PORQUE DEPOIS EU VOLTO

 




De todas as crianças eu fui a mais bicha. Parecia que tudo à minha volta, o ar, o espaço, era uma teia de arames elétricos e farpados. Que assim que eu desse um peido iria me eletrocutar. Medo. De flores, de rosas, dos cachorros e dos pássaros. De homens, mulheres, crianças. Medo de tudo que existe e do que não existe. Muito medo do escuro, mas também do sol nascendo. Medo de ver Jesus e pensar, que homem gostoso e morto, ainda assim... de cueca. Cueca ou fralda? Cueca e sangue e com a minha cama nas estrelas. De todas as crianças eu fui a mais bicha. Então, porque eu continuei a viver? Sei lá. Não sei por que a gente continua.

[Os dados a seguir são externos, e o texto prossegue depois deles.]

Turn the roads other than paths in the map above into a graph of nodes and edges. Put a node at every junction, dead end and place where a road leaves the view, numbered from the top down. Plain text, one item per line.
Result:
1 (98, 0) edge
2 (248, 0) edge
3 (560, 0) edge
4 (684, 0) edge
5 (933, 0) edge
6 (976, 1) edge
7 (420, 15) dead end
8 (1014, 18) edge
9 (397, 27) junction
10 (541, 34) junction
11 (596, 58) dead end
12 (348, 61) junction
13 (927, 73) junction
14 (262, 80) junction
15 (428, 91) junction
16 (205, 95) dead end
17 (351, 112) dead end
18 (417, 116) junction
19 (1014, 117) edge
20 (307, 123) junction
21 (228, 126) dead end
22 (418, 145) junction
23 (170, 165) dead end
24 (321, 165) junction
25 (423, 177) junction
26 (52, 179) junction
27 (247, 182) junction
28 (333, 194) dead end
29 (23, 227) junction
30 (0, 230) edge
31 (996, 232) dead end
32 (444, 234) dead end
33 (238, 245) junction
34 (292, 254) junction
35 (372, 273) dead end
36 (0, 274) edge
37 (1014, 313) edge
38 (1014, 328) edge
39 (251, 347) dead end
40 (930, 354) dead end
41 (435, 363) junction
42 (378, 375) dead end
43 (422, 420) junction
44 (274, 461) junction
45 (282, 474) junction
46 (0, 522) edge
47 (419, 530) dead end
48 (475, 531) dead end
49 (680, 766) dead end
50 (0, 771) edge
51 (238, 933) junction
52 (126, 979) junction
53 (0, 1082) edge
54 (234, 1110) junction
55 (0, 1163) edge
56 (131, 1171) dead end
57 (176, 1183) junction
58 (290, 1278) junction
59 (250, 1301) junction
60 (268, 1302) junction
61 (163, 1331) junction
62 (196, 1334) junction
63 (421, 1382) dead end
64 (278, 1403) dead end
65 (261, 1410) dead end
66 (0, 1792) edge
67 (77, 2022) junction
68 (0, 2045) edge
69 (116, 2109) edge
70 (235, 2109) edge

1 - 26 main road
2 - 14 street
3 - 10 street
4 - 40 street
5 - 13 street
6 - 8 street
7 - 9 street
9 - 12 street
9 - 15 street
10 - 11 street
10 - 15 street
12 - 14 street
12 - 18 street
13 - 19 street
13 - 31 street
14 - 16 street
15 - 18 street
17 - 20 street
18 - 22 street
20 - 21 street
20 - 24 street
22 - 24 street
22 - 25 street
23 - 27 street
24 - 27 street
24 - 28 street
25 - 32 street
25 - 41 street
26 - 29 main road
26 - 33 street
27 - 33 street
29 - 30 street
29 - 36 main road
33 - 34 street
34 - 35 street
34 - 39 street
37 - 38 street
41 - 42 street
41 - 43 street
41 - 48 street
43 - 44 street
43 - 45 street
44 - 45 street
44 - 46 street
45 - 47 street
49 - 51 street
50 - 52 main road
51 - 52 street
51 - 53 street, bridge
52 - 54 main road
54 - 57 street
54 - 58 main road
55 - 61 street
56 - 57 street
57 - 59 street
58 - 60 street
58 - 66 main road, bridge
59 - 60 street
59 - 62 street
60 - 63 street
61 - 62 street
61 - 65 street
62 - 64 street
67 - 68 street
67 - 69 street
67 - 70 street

A gente continua por pouca coisa mesmo. E quanto mais a gente vive mais mico a gente paga. Mais vergonha a gente passa. Deve ser alguma coisa das vísceras, do animal aqui de dentro. Se não os presos iriam  se matar em suas celas nos presídios imundos. Nas prisões perpétuas. Iguais a esta. Onde vivemos. Na diferença entre espaços a mágica acontece. E a criança chupa uma pica grossa e inteira. Engasguei, santo pai! Cospe, filho. Cospe! Porque a carne que carregamos é imensa. E eles não se matam: os presidiários, os doentes, os endividados, os ateus, os descrentes, os que passaram dos quarenta, as mulheres velhas com a bunda de pudim.... Não se matam porque esperam; ou que dê tudo de ruim para todo mundo ou que como uma criança bicha veja o Cristo pelado e de gesso explodir dizendo com calma e claridade: “Eu existo! Eu existo e vou lhes salvar!”

Sofram mais – disse a boca da estátua. – Sofram mais...

Porque depois eu volto.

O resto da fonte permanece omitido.